(Data entries)

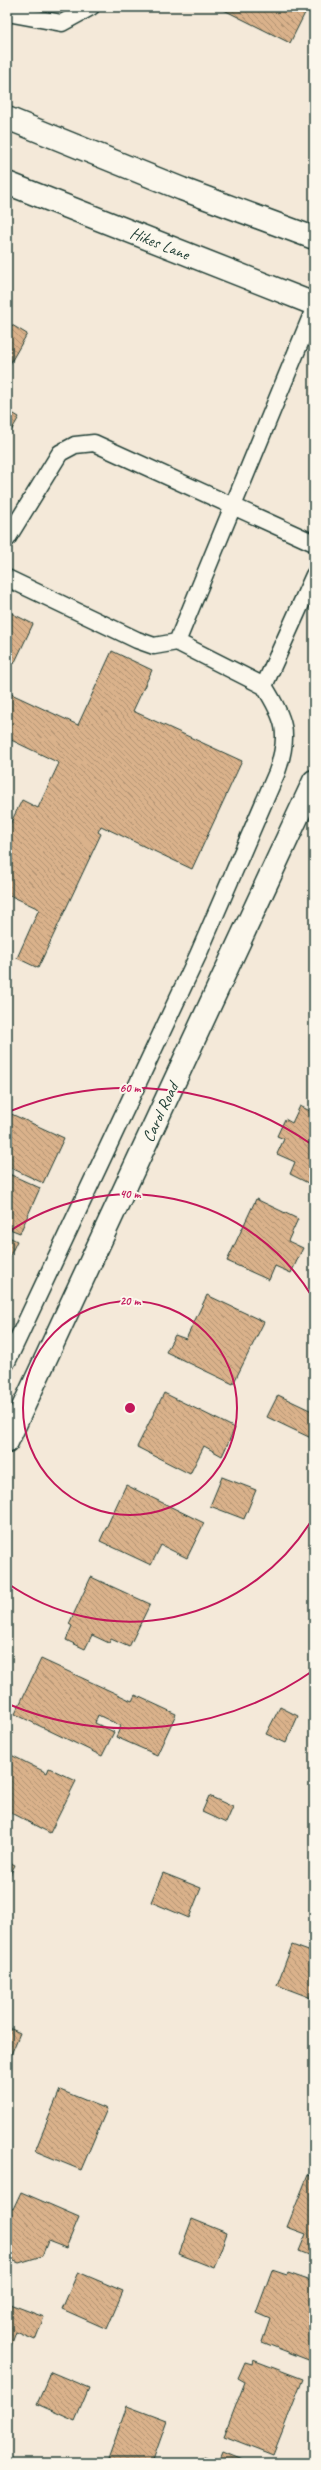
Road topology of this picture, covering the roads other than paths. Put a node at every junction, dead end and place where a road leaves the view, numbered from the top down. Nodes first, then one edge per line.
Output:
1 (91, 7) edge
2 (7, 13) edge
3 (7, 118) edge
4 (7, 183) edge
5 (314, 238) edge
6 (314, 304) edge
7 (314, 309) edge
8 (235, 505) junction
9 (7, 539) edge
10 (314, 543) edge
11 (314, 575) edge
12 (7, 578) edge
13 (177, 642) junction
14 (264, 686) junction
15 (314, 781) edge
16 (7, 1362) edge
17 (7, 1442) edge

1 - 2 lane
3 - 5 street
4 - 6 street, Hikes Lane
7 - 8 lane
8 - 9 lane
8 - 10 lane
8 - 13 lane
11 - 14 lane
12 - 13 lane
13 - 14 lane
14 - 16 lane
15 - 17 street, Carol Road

§ **ASSIGNMENT**: What is needed is an exact copy of every entry, minus the images.

§ **ANSWER**:
Road topology of this picture, covering the roads other than paths. Put a node at every junction, dead end and place where a road leaves the view, numbered from the top down. Nodes first, then one edge per line.
Output:
1 (91, 7) edge
2 (7, 13) edge
3 (7, 118) edge
4 (7, 183) edge
5 (314, 238) edge
6 (314, 304) edge
7 (314, 309) edge
8 (235, 505) junction
9 (7, 539) edge
10 (314, 543) edge
11 (314, 575) edge
12 (7, 578) edge
13 (177, 642) junction
14 (264, 686) junction
15 (314, 781) edge
16 (7, 1362) edge
17 (7, 1442) edge

1 - 2 lane
3 - 5 street
4 - 6 street, Hikes Lane
7 - 8 lane
8 - 9 lane
8 - 10 lane
8 - 13 lane
11 - 14 lane
12 - 13 lane
13 - 14 lane
14 - 16 lane
15 - 17 street, Carol Road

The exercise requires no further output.